“E” shares their experience of being the second generation following a family member going missing and sadly found passed away. “E” shares how these events have influenced their life, both from an early age and as they reached adulthood.
In 2010, at the age of 10, I found out the details of what happened to my uncle. Before that I had known very little. I knew he had been murdered by his ex-wife while living abroad, and as a result my cousin had come to live with us. We were both five years old when he moved in with us, and so we grew up as regular siblings. I had never had to explain my familial situation to anyone. No one asked because everyone knew. Our family was (and is) normal, and I had never once had to question it. But on the brink of starting secondary school, our bubble of normality would likely shatter. As my cousin and I are the same age, questions would be asked: were we twins? Why didn’t we look alike? Why were we born a month apart? Why did he live with his aunt and uncle? What had happened?
I had a delayed exposure to a catastrophic event that had shaped and affected everyone in my immediate family. And it had shaped and affected me too, but in a different way. As far as I was concerned, I had gained a sibling. I’d gained a playmate – someone to dress up in princess dresses, boss about in make believe games. Someone to have joint birthday parties with, to play the Wii with. The tragedy of this gain was distant to me. I was protected and sheltered from my uncle’s death. It was incomprehensible, and unknowable.
An organisation had been brought in to support us through this transition, to prepare us for what questions we might receive and how to answer them. Through this process, my mother shared with both of us an account of what had happened. When he was first reported missing, it was my fifth birthday – we were staying at a luxury apartment in Los Angeles with a view of the Hollywood sign. That year, my birthday overlapped with Easter. I remember jet lag and being spoiled with sweets, chocolates and presents. And yet, in the background, my parents were dealing with a life-changing challenge. My uncle was missing, and no one had heard from him. My uncle’s case had been in the news–a picture of my mother and grandmother published at a press release the day they received the news that his body had been found. Horrific sensationalised headlines, insensitive and grossly recounted. He had been missing for around 6 weeks before his body was finally found. The press arrived at their doorstop, finding out that his body had been discovered before my family had even been notified. We had to learn of this too. I remember sitting there, we were all crying. The gravity of the words I had been told settled into my chest. It seemed like a story – not my reality. This was a pivotal time in my life, a recognisable moment in which I became fully conscious of violence, and the way it had embedded itself into my familial history. I was awake to grief, and generational pain.

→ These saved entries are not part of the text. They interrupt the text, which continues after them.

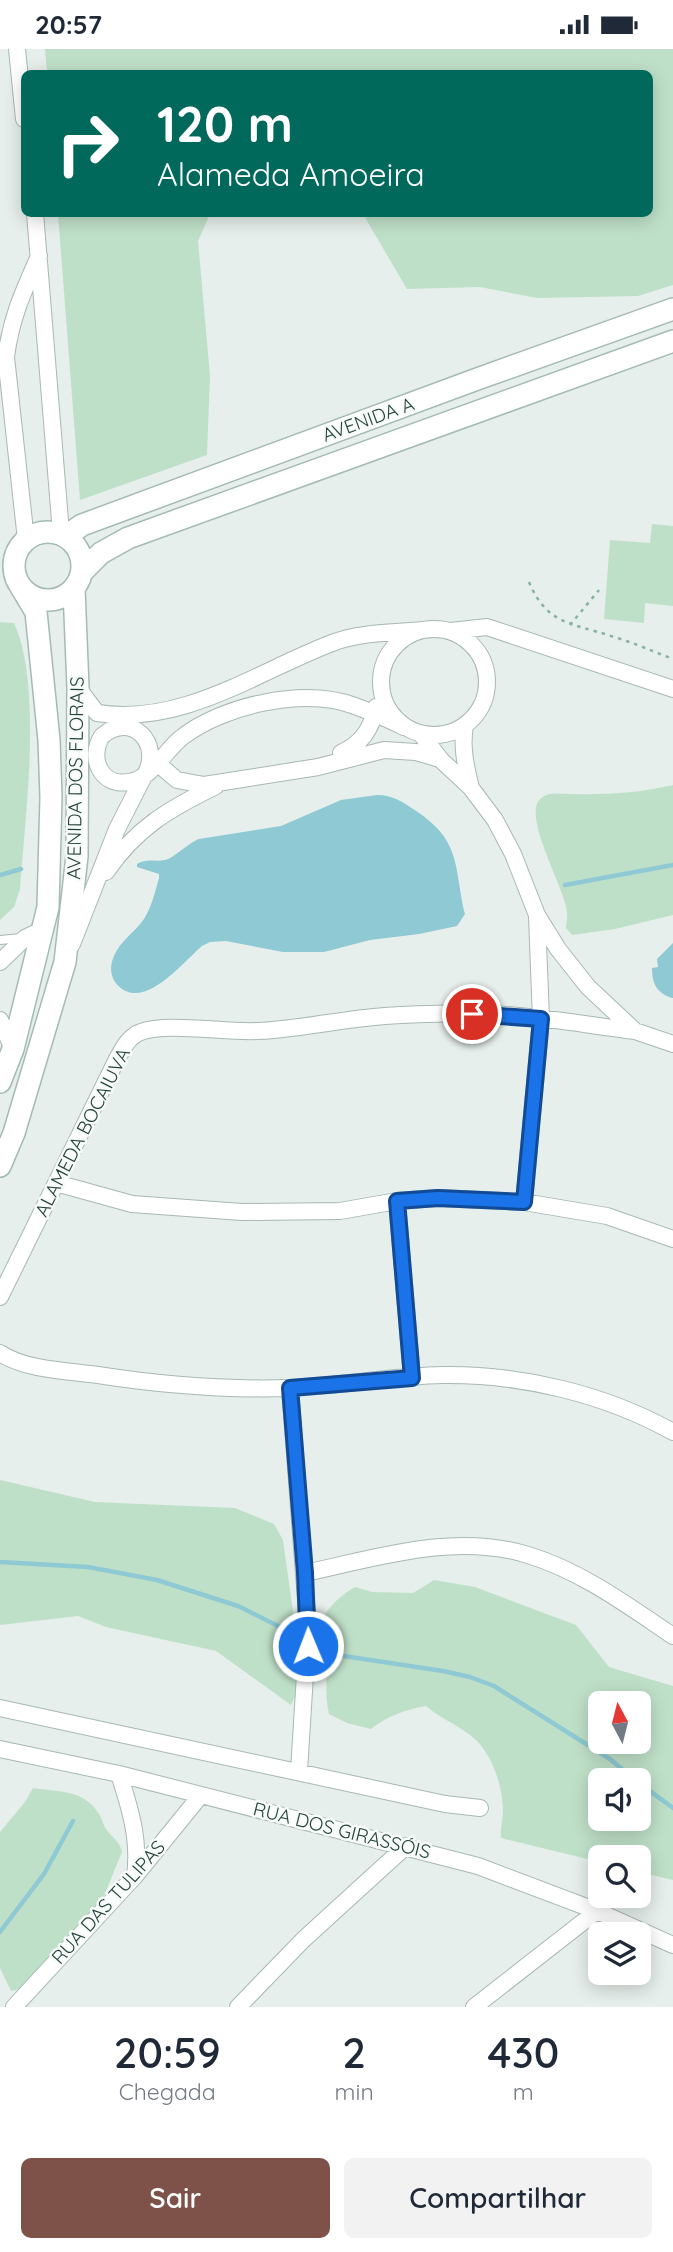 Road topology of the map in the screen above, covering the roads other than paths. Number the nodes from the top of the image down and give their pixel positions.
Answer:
1 (16, 49) edge
2 (21, 93) edge
3 (35, 217) edge
4 (40, 254) junction
5 (673, 309) edge
6 (673, 341) edge
7 (63, 534) junction
8 (26, 540) junction
9 (78, 580) junction
10 (21, 587) junction
11 (423, 630) junction
12 (450, 631) junction
13 (381, 687) junction
14 (78, 688) junction
15 (673, 689) edge
16 (217, 696) junction
17 (97, 713) junction
18 (374, 715) junction
19 (139, 716) junction
20 (221, 716) junction
21 (465, 726) junction
22 (120, 727) junction
23 (404, 727) junction
24 (421, 734) junction
25 (441, 760) junction
26 (318, 767) junction
27 (149, 768) junction
28 (171, 776) junction
29 (221, 783) junction
30 (471, 788) junction
31 (172, 808) junction
32 (83, 915) junction
33 (537, 915) junction
34 (34, 933) junction
35 (0, 940) edge
36 (0, 961) edge
37 (65, 962) junction
38 (541, 1019) junction
39 (0, 1020) edge
40 (635, 1031) junction
41 (673, 1044) edge
42 (13, 1049) junction
43 (0, 1082) edge
44 (7, 1131) edge
45 (0, 1166) edge
46 (56, 1183) junction
47 (397, 1201) junction
48 (524, 1202) junction
49 (673, 1238) edge
50 (0, 1297) edge
51 (0, 1353) edge
52 (412, 1378) junction
53 (290, 1388) junction
54 (673, 1432) edge
55 (305, 1573) junction
56 (673, 1636) edge
57 (0, 1708) edge
58 (0, 1749) edge
59 (299, 1772) junction
60 (119, 1774) junction
61 (201, 1795) junction
62 (480, 1808) dead end
63 (406, 1846) junction
64 (135, 1876) junction
65 (597, 1911) junction
66 (673, 1945) edge
67 (14, 2007) edge
68 (238, 2007) edge
69 (474, 2007) edge

1 - 2 street
3 - 4 street, AVENIDA DOS FLORAIS
4 - 7 street, AVENIDA DOS FLORAIS
4 - 8 street, AVENIDA DOS FLORAIS
5 - 7 street, AVENIDA A
6 - 9 street, AVENIDA A
7 - 8 street
7 - 9 street, AVENIDA DOS FLORAIS
8 - 10 street, AVENIDA DOS FLORAIS
9 - 10 street
9 - 14 street, AVENIDA DOS FLORAIS
10 - 34 street, AVENIDA DOS FLORAIS
11 - 12 street
11 - 13 street
11 - 16 street
12 - 15 street
12 - 21 street
13 - 18 street
13 - 23 street
14 - 17 street
14 - 37 street, AVENIDA DOS FLORAIS
16 - 19 street
16 - 20 street
17 - 19 street
17 - 22 street
18 - 20 street
18 - 23 street
18 - 26 street
19 - 22 street
20 - 27 street
21 - 24 street
21 - 30 street
22 - 27 street
22 - 27 street
23 - 24 street
24 - 25 street
25 - 26 street
25 - 30 street
26 - 29 street
27 - 28 street
27 - 32 street
28 - 29 street
28 - 31 street
29 - 31 street
30 - 33 street
31 - 32 street
32 - 37 street
33 - 38 street
33 - 40 street
34 - 35 lane
34 - 36 street
34 - 42 street, AVENIDA DOS FLORAIS
37 - 44 street, AVENIDA DOS FLORAIS
38 - 40 street, ALAMEDA BOCAIUVA
38 - 46 street, ALAMEDA BOCAIUVA
38 - 48 street
39 - 42 street
40 - 41 street
42 - 43 street, AVENIDA DOS FLORAIS
44 - 45 street, AVENIDA DOS FLORAIS
46 - 47 street
46 - 50 street, ALAMEDA BOCAIUVA
47 - 48 street
47 - 52 street
48 - 49 street
51 - 53 street
52 - 53 street
52 - 54 street
53 - 55 street
55 - 56 street
55 - 59 street
57 - 59 street
58 - 60 street, RUA DOS GIRASSÓIS
59 - 62 street
60 - 61 street, RUA DOS GIRASSÓIS
60 - 64 street
61 - 63 street, RUA DOS GIRASSÓIS
61 - 64 street, RUA DAS TULIPAS
63 - 65 street, RUA DOS GIRASSÓIS
63 - 68 street
64 - 67 street, RUA DAS TULIPAS
65 - 66 street, RUA DOS GIRASSÓIS
65 - 69 street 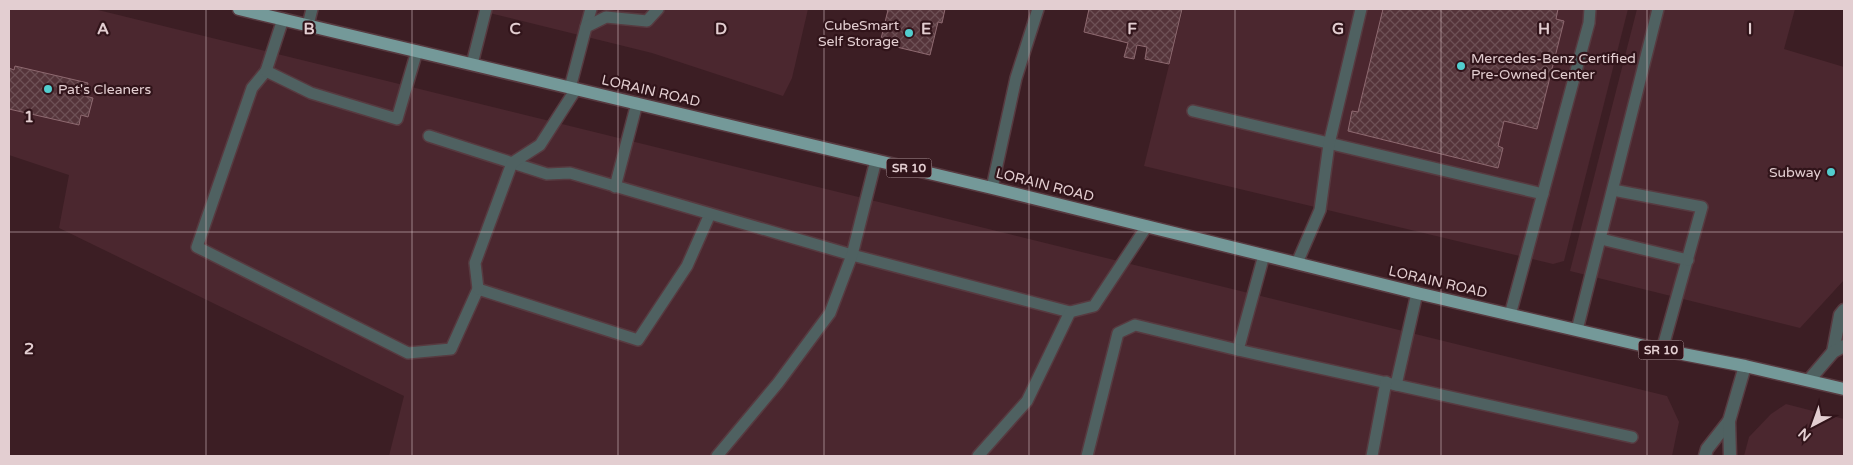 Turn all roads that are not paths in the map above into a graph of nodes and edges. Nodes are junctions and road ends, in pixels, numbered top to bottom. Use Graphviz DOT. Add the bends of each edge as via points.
graph roads {
  1 [pos="239,9"];
  2 [pos="312,9"];
  3 [pos="486,9"];
  4 [pos="591,9"];
  5 [pos="658,9"];
  6 [pos="1038,9"];
  7 [pos="1361,9"];
  8 [pos="1590,9"];
  9 [pos="1658,9"];
  10 [pos="283,19"];
  11 [pos="308,25"];
  12 [pos="586,27"];
  13 [pos="417,51"];
  14 [pos="472,64"];
  15 [pos="266,71"];
  16 [pos="573,88"];
  17 [pos="637,104"];
  18 [pos="1193,112"];
  19 [pos="429,136"];
  20 [pos="1329,144"];
  21 [pos="876,160"];
  22 [pos="512,163"];
  23 [pos="615,187"];
  24 [pos="992,188"];
  25 [pos="1613,190"];
  26 [pos="1544,194"];
  27 [pos="710,214"];
  28 [pos="1148,226"];
  29 [pos="1601,239"];
  30 [pos="852,255"];
  31 [pos="1264,255"];
  32 [pos="1688,260"];
  33 [pos="1297,263"];
  34 [pos="478,289"];
  35 [pos="1417,293"];
  36 [pos="1844,310"];
  37 [pos="1070,312"];
  38 [pos="1510,314"];
  39 [pos="1578,330"];
  40 [pos="1839,349"];
  41 [pos="1238,350"];
  42 [pos="1662,350"];
  43 [pos="1745,366"];
  44 [pos="1809,380"];
  45 [pos="1391,383"];
  46 [pos="1844,389"];
  47 [pos="1729,421"];
  48 [pos="1632,437"];
  49 [pos="717,456"];
  50 [pos="978,456"];
  51 [pos="1087,456"];
  52 [pos="1372,456"];
  53 [pos="1705,456"];
  54 [pos="1730,456"];
  1 -- 10 [label="main road, LORAIN ROAD / SR 10"];
  2 -- 11 [label="lane"];
  3 -- 14 [label="lane"];
  4 -- 12 [label="lane"];
  5 -- 12 [label="lane" via="647,21 606,17"];
  6 -- 24 [label="lane" via="1016,78"];
  7 -- 20 [label="lane"];
  8 -- 26 [label="lane"];
  9 -- 25 [label="lane"];
  10 -- 11 [label="main road, LORAIN ROAD / SR 10"];
  10 -- 15 [label="lane"];
  11 -- 13 [label="main road, LORAIN ROAD / SR 10"];
  12 -- 16 [label="lane"];
  13 -- 14 [label="main road, LORAIN ROAD / SR 10"];
  13 -- 15 [label="lane" via="397,119 311,92"];
  14 -- 16 [label="main road, LORAIN ROAD / SR 10"];
  15 -- 34 [label="lane" via="252,88 197,247 408,353 451,349"];
  16 -- 17 [label="main road, LORAIN ROAD / SR 10"];
  16 -- 22 [label="lane" via="540,146"];
  17 -- 21 [label="main road, LORAIN ROAD / SR 10"];
  17 -- 23 [label="lane"];
  18 -- 20 [label="lane"];
  19 -- 22 [label="lane"];
  20 -- 26 [label="lane"];
  20 -- 33 [label="lane" via="1320,210"];
  21 -- 24 [label="main road, LORAIN ROAD / SR 10"];
  21 -- 30 [label="lane"];
  22 -- 23 [label="lane" via="547,174 570,174"];
  22 -- 34 [label="lane" via="475,263"];
  23 -- 27 [label="lane"];
  24 -- 28 [label="main road, LORAIN ROAD / SR 10"];
  25 -- 29 [label="lane"];
  25 -- 32 [label="lane" via="1702,207"];
  26 -- 38 [label="lane"];
  27 -- 30 [label="lane"];
  27 -- 34 [label="lane" via="687,266 638,340"];
  28 -- 31 [label="main road, LORAIN ROAD / SR 10"];
  28 -- 37 [label="lane" via="1094,306"];
  29 -- 32 [label="lane"];
  29 -- 39 [label="lane"];
  30 -- 37 [label="lane"];
  30 -- 49 [label="lane" via="830,313 778,384"];
  31 -- 33 [label="main road, LORAIN ROAD / SR 10"];
  31 -- 41 [label="lane"];
  32 -- 42 [label="lane"];
  33 -- 35 [label="main road, LORAIN ROAD / SR 10"];
  35 -- 38 [label="main road, LORAIN ROAD / SR 10"];
  35 -- 45 [label="lane"];
  36 -- 40 [label="street" via="1840,315"];
  37 -- 50 [label="lane" via="1026,401"];
  38 -- 39 [label="main road, LORAIN ROAD / SR 10"];
  39 -- 42 [label="main road, LORAIN ROAD / SR 10"];
  40 -- 44 [label="street"];
  41 -- 45 [label="lane"];
  41 -- 51 [label="lane" via="1135,325 1118,333"];
  42 -- 43 [label="main road, LORAIN ROAD / SR 10"];
  43 -- 44 [label="main road, LORAIN ROAD / SR 10"];
  43 -- 47 [label="street"];
  44 -- 46 [label="main road, LORAIN ROAD / SR 10"];
  45 -- 48 [label="lane"];
  45 -- 52 [label="lane"];
  47 -- 53 [label="street"];
  47 -- 54 [label="street"];
} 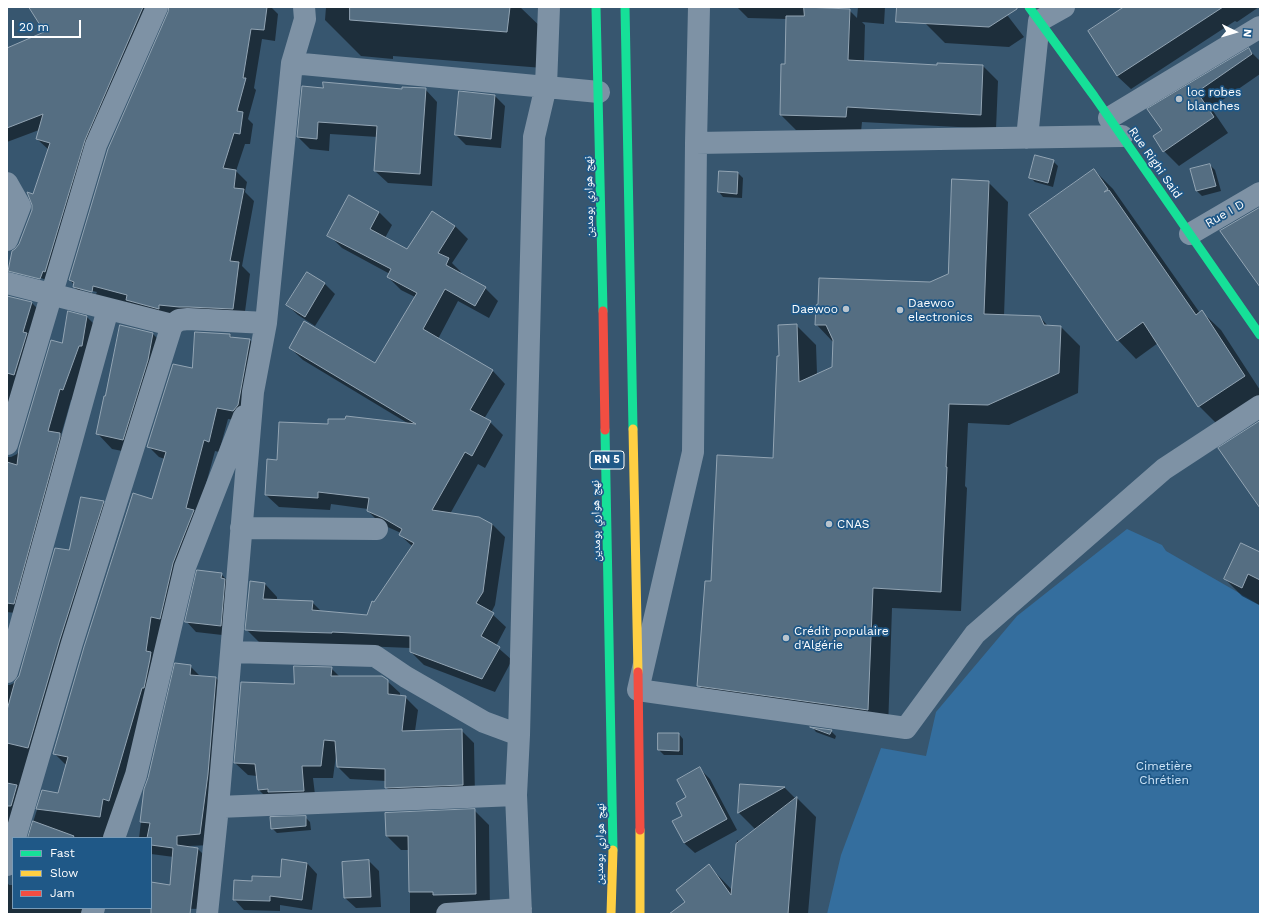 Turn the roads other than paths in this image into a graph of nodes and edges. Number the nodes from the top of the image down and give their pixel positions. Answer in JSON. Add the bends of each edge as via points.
{"nodes":[{"id":1,"x":157,"y":7,"type":"edge"},
{"id":2,"x":304,"y":7,"type":"edge"},
{"id":3,"x":549,"y":7,"type":"edge"},
{"id":4,"x":596,"y":7,"type":"edge"},
{"id":5,"x":625,"y":7,"type":"edge"},
{"id":6,"x":699,"y":7,"type":"edge"},
{"id":7,"x":1064,"y":7,"type":"edge"},
{"id":8,"x":1034,"y":14,"type":"edge"},
{"id":9,"x":1260,"y":27,"type":"edge"},
{"id":10,"x":292,"y":63,"type":"junction"},
{"id":11,"x":546,"y":86,"type":"junction"},
{"id":12,"x":599,"y":92,"type":"junction"},
{"id":13,"x":1109,"y":118,"type":"junction"},
{"id":14,"x":1122,"y":136,"type":"junction"},
{"id":15,"x":1028,"y":138,"type":"junction"},
{"id":16,"x":696,"y":143,"type":"junction"},
{"id":17,"x":7,"y":183,"type":"edge"},
{"id":18,"x":1260,"y":193,"type":"edge"},
{"id":19,"x":1190,"y":234,"type":"junction"},
{"id":20,"x":7,"y":240,"type":"edge"},
{"id":21,"x":7,"y":284,"type":"edge"},
{"id":22,"x":51,"y":295,"type":"junction"},
{"id":23,"x":108,"y":309,"type":"junction"},
{"id":24,"x":266,"y":323,"type":"junction"},
{"id":25,"x":172,"y":325,"type":"junction"},
{"id":26,"x":1260,"y":335,"type":"edge"},
{"id":27,"x":253,"y":392,"type":"junction"},
{"id":28,"x":1260,"y":406,"type":"edge"},
{"id":29,"x":7,"y":444,"type":"edge"},
{"id":30,"x":242,"y":528,"type":"junction"},
{"id":31,"x":377,"y":529,"type":"dead end"},
{"id":32,"x":232,"y":652,"type":"junction"},
{"id":33,"x":7,"y":672,"type":"edge"},
{"id":34,"x":638,"y":690,"type":"junction"},
{"id":35,"x":519,"y":735,"type":"junction"},
{"id":36,"x":516,"y":795,"type":"junction"},
{"id":37,"x":218,"y":807,"type":"junction"},
{"id":38,"x":15,"y":837,"type":"edge"},
{"id":39,"x":114,"y":837,"type":"edge"},
{"id":40,"x":12,"y":849,"type":"edge"},
{"id":41,"x":7,"y":865,"type":"edge"},
{"id":42,"x":521,"y":911,"type":"edge"},
{"id":43,"x":207,"y":914,"type":"edge"},
{"id":44,"x":448,"y":914,"type":"edge"},
{"id":45,"x":610,"y":914,"type":"edge"},
{"id":46,"x":640,"y":914,"type":"edge"}],
"edges":[{"from":1,"to":22,"type":"street","via":[[96,146]]},
{"from":2,"to":10,"type":"street","via":[[305,19]]},
{"from":3,"to":11,"type":"street"},
{"from":4,"to":12,"type":"main road","name":"نهج هواري بومدين","number":"RN 5"},
{"from":5,"to":34,"type":"main road","number":"RN 5"},
{"from":6,"to":16,"type":"street"},
{"from":7,"to":8,"type":"street"},
{"from":8,"to":13,"type":"main road","name":"Rue Righi Said"},
{"from":8,"to":15,"type":"street"},
{"from":9,"to":13,"type":"street"},
{"from":10,"to":11,"type":"street"},
{"from":10,"to":24,"type":"street"},
{"from":11,"to":12,"type":"street"},
{"from":11,"to":35,"type":"street","via":[[534,137]]},
{"from":12,"to":45,"type":"main road","name":"نهج هواري بومدين","number":"RN 5","via":[[613,822]]},
{"from":13,"to":14,"type":"main road","name":"Rue Righi Said"},
{"from":14,"to":15,"type":"street"},
{"from":14,"to":19,"type":"main road","name":"Rue Righi Said"},
{"from":15,"to":16,"type":"street"},
{"from":16,"to":34,"type":"street","via":[[692,452]]},
{"from":17,"to":20,"type":"street","via":[[20,206]]},
{"from":18,"to":19,"type":"street","name":"Rue I D"},
{"from":19,"to":26,"type":"main road","name":"Rue Righi Said"},
{"from":21,"to":22,"type":"street"},
{"from":22,"to":23,"type":"street"},
{"from":22,"to":29,"type":"street"},
{"from":23,"to":25,"type":"street"},
{"from":23,"to":33,"type":"street"},
{"from":24,"to":25,"type":"street","via":[[188,319],[179,320]]},
{"from":24,"to":27,"type":"street"},
{"from":25,"to":38,"type":"street","via":[[72,643]]},
{"from":27,"to":30,"type":"street"},
{"from":27,"to":39,"type":"street","via":[[185,567],[136,775]]},
{"from":28,"to":34,"type":"street","via":[[1164,469],[975,634],[906,728]]},
{"from":30,"to":31,"type":"street"},
{"from":30,"to":32,"type":"street"},
{"from":32,"to":35,"type":"street","via":[[375,656],[484,722]]},
{"from":32,"to":37,"type":"street"},
{"from":34,"to":46,"type":"main road","number":"RN 5"},
{"from":35,"to":36,"type":"street"},
{"from":36,"to":37,"type":"street"},
{"from":36,"to":42,"type":"street"},
{"from":37,"to":43,"type":"street"},
{"from":40,"to":41,"type":"street"},
{"from":42,"to":44,"type":"street"}]}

I am grateful for my parents’ decision to tell me what had happened, before I was old enough to find out myself by searching online. In my first year of secondary school, I made a friend who I had trusted enough to tell her about my uncle. The next day, she came into school and told me that her mum remembered my uncle’s case being in the news. She then let me know that they had searched my uncle’s name online and read through the news articles together. I masked a reply that threw her off my scent: I was uncomfortable and disgusted, but for some reason I didn’t want it to show. I was ill-prepared, but I knew I did not want to tell my mother. I knew it would hurt her in a way I couldn’t fathom. And so, I carried that experience with me.
Experiencing an immense trauma vicariously is confusing. I am the next generation to experience the effects of having a loved one missing. Of ensuring that memorial gardens, anniversaries and legacy awards are kept alive. I am responsible for taking steps to carry this with me and use it to shape the role I want to play in supporting others currently living this reality. But it’s uncomfortable to do. It feels uneasy, as though I am trying to walk in the shoes of my family who have experienced, directly, such immense anguish. I have been protected from it; I have a degree of separation. But learning that my uncle loved to write and hearing about his antics at school –attending the same school that he did, it’s a familiarity that I feel in my bones.
I haven’t met anyone who has the same shared reality as me. Not the specifics, anyway. But I know many who have experienced great loss, who carry with them the weight of grief. Missing People provides a network of people from diverse situations who have experienced missing, including those who have experienced missing in ambiguous ways. I have written this piece for myself, and have done so in order to speak to others. I believe sharing authentic stories of experience, strength and hope can connect people who are struggling with immense and confusing circumstances. I also think it’s important to discuss how we communicate the life of a loved one who has been missing to the next generation, and how we continue their legacy in small and large gestures.